------ DATA TO EXAMINE ------
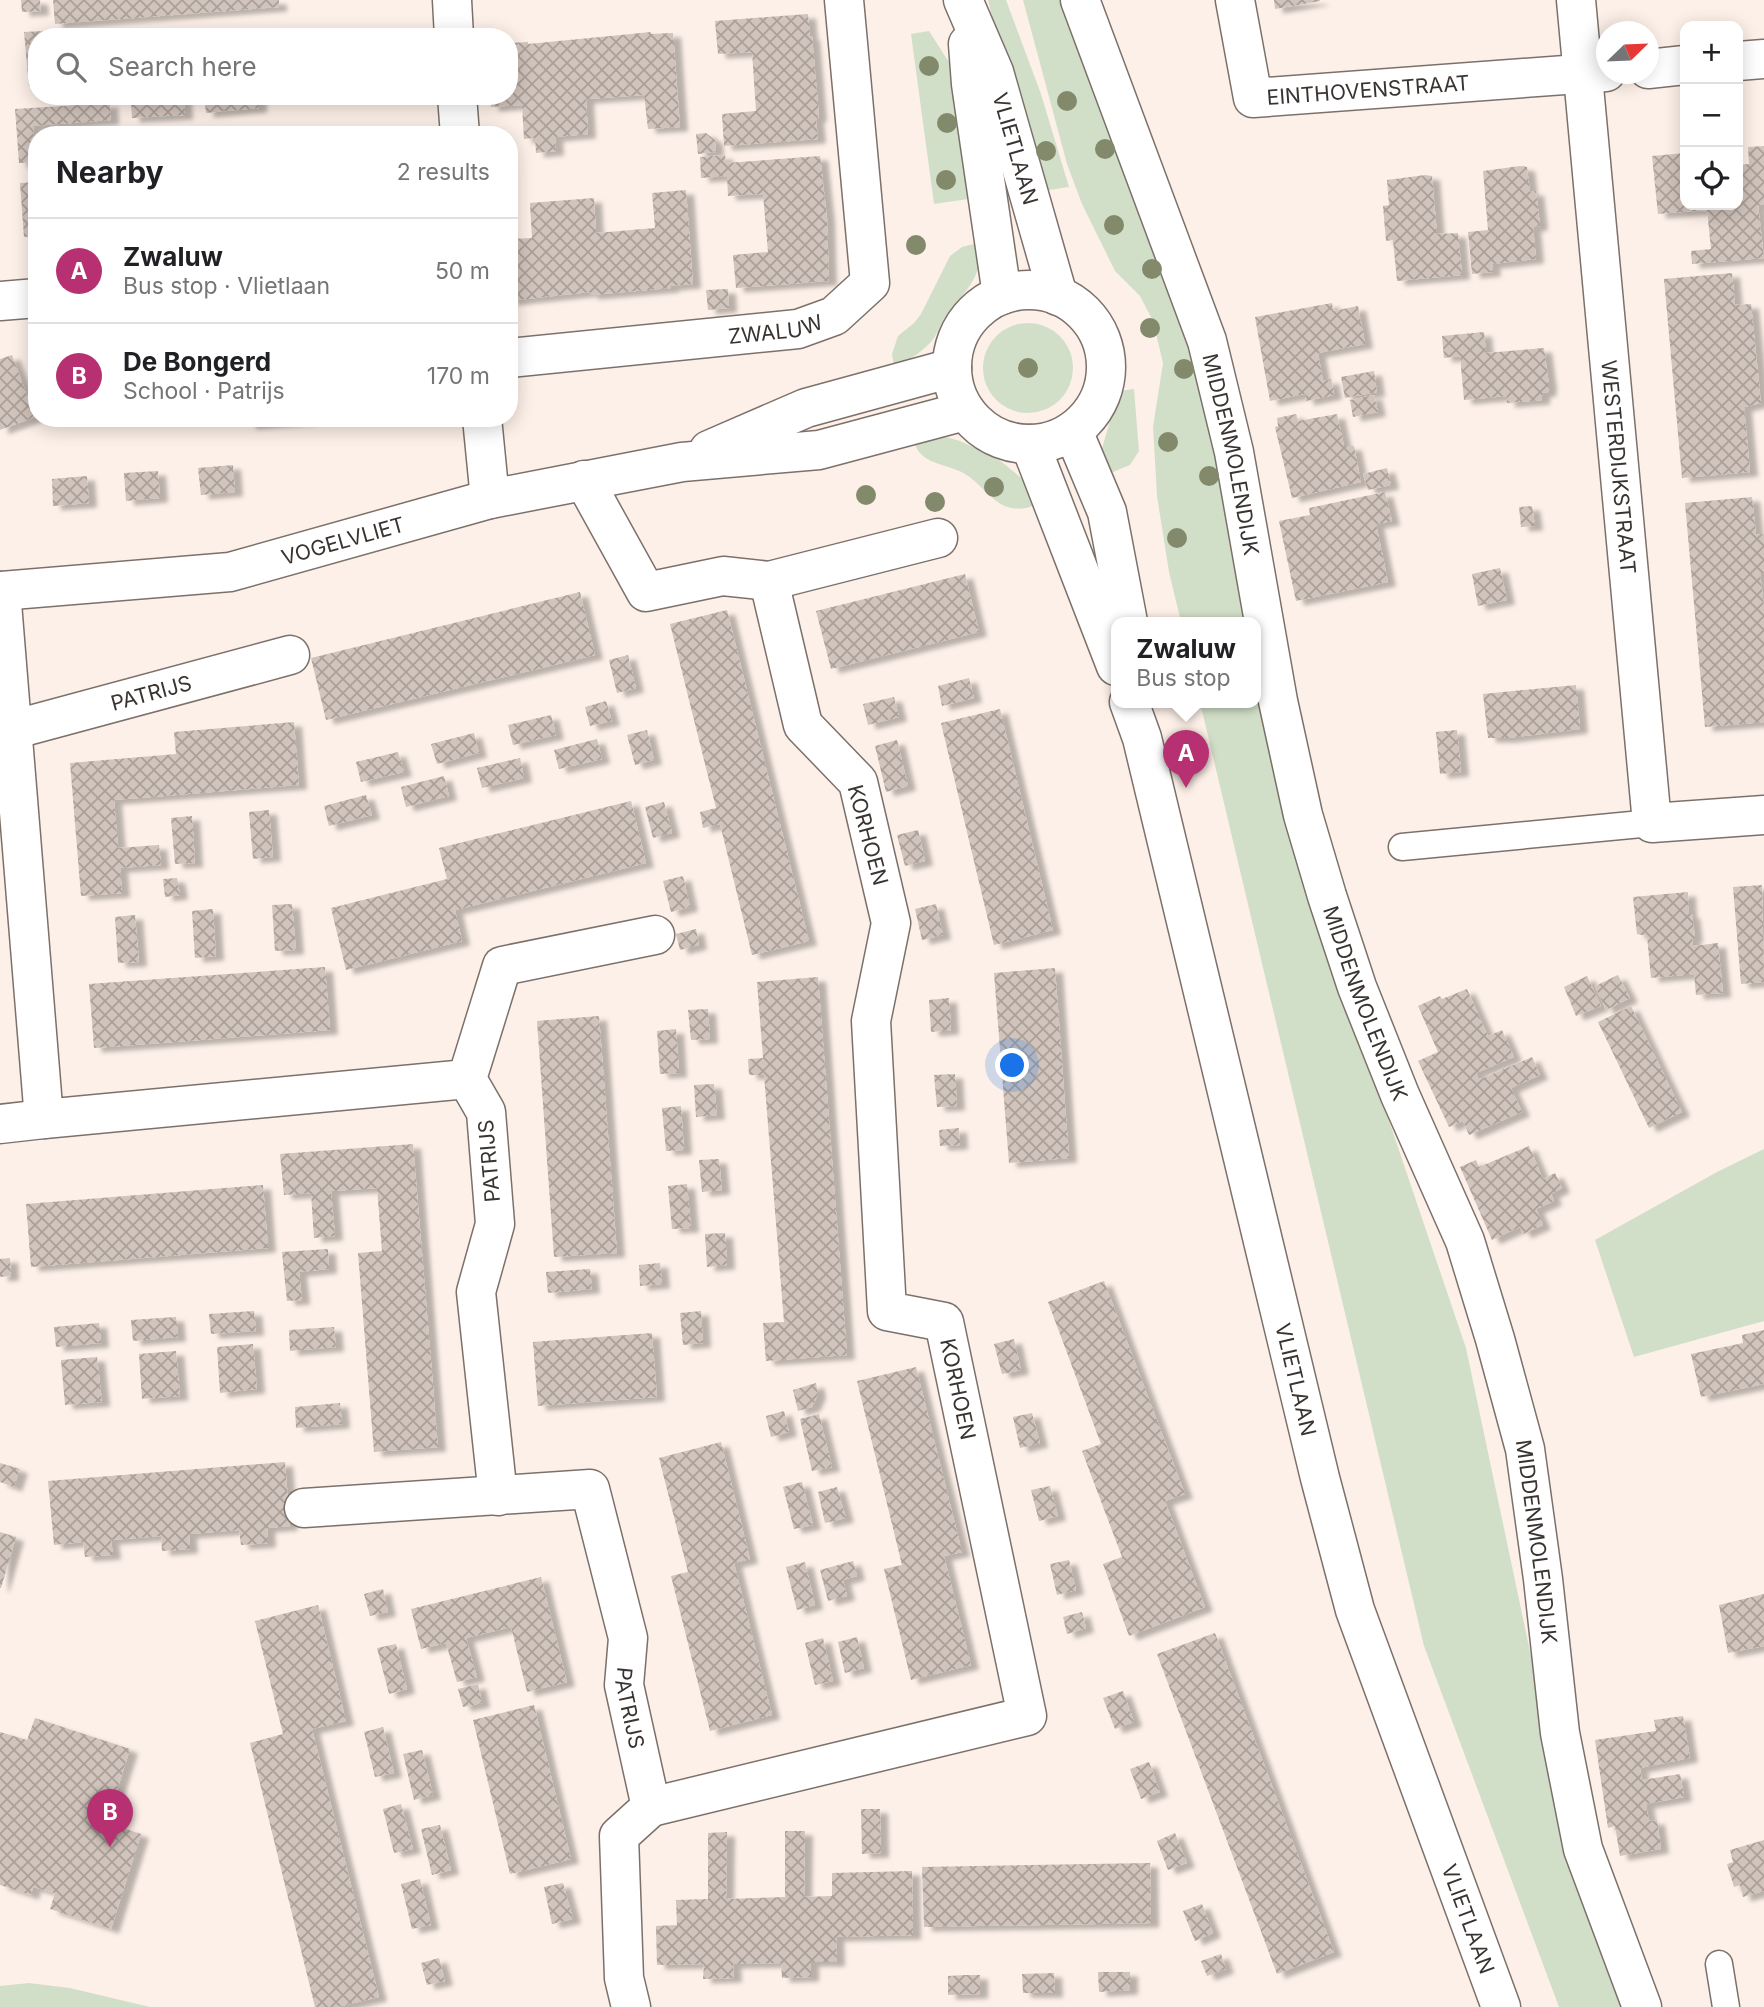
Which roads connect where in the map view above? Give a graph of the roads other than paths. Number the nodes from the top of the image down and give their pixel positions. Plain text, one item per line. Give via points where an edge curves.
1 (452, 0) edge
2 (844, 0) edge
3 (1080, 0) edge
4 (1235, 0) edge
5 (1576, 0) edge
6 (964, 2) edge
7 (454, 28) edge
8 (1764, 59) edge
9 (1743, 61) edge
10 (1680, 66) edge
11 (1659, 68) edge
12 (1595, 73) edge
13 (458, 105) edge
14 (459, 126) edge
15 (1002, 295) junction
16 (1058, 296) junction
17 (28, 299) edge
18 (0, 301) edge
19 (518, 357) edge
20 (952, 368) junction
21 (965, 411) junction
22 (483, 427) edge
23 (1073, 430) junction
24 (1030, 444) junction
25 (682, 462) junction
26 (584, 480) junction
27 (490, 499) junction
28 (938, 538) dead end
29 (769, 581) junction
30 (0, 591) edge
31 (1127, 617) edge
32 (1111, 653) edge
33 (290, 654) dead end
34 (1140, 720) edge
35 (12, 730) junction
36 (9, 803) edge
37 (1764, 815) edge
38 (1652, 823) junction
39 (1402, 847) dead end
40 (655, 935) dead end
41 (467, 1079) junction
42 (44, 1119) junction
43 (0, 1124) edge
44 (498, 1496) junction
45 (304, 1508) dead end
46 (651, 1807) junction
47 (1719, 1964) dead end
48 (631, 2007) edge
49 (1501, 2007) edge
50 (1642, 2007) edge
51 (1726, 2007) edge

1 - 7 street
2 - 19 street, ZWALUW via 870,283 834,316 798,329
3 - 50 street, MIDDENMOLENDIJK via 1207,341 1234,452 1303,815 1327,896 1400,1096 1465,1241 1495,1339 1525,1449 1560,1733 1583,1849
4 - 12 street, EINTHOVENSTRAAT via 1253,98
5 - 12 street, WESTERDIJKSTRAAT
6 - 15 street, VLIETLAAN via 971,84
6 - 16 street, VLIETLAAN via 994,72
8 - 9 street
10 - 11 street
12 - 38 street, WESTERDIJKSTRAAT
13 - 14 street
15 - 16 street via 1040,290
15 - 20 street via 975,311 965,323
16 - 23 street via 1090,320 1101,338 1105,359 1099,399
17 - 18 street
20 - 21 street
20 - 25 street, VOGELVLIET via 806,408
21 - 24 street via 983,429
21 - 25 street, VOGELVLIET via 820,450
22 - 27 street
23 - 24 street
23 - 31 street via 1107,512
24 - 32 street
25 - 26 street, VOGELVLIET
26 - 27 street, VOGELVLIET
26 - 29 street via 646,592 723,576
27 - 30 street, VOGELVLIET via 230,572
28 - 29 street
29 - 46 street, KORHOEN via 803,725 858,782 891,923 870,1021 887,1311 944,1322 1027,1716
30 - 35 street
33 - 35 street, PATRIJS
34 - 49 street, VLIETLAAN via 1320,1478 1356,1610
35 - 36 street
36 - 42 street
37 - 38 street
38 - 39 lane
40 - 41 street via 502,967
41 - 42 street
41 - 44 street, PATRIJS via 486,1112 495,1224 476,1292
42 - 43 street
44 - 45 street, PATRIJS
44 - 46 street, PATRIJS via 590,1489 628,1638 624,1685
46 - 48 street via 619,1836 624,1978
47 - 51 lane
------
------ DATA TO EXAMINE ------
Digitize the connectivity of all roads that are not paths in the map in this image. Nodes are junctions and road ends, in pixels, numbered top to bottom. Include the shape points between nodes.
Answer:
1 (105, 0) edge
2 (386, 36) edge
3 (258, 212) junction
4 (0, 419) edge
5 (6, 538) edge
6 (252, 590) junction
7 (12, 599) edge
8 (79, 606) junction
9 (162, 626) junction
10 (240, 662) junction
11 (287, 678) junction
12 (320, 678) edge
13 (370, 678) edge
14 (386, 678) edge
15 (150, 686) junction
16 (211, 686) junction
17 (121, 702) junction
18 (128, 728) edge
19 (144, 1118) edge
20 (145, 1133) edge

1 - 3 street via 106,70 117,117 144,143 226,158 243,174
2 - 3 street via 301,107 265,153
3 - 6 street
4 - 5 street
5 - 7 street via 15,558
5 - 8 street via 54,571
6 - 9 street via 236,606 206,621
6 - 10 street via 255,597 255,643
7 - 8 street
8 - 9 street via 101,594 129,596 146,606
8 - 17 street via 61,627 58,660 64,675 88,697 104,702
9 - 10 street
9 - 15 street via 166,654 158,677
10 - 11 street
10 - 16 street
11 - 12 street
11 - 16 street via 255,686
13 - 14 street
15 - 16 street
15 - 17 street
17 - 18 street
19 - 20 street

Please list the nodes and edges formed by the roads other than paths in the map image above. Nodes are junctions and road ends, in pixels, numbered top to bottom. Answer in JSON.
------
------ DATA TO EXAMINE ------
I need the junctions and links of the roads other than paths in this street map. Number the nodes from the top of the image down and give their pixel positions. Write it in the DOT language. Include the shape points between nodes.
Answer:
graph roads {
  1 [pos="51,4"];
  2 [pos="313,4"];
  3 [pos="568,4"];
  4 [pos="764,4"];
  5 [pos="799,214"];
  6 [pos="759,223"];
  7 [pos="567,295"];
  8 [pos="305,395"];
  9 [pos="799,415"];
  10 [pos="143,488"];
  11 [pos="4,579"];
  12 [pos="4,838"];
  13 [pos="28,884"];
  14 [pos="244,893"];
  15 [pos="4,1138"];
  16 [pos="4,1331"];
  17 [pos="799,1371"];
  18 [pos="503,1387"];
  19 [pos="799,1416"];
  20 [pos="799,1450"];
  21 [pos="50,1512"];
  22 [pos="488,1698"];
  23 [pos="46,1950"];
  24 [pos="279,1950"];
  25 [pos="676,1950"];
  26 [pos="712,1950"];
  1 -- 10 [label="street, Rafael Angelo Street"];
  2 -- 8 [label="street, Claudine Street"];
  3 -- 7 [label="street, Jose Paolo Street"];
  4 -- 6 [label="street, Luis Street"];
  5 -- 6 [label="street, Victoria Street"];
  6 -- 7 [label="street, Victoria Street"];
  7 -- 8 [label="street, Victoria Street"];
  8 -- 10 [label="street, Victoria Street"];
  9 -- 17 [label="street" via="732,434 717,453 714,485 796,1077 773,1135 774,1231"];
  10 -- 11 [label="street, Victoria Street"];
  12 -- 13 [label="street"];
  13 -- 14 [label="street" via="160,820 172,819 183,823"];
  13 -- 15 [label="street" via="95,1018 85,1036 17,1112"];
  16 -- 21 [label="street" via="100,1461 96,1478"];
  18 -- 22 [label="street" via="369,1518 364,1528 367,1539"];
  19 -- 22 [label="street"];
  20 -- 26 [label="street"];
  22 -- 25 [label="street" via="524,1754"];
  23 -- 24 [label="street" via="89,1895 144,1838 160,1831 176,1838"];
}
------
REQUIREMENT
Please state how many lines in the entries above include the string "shape", and write only that number.

EXERCISE SOLUTION
2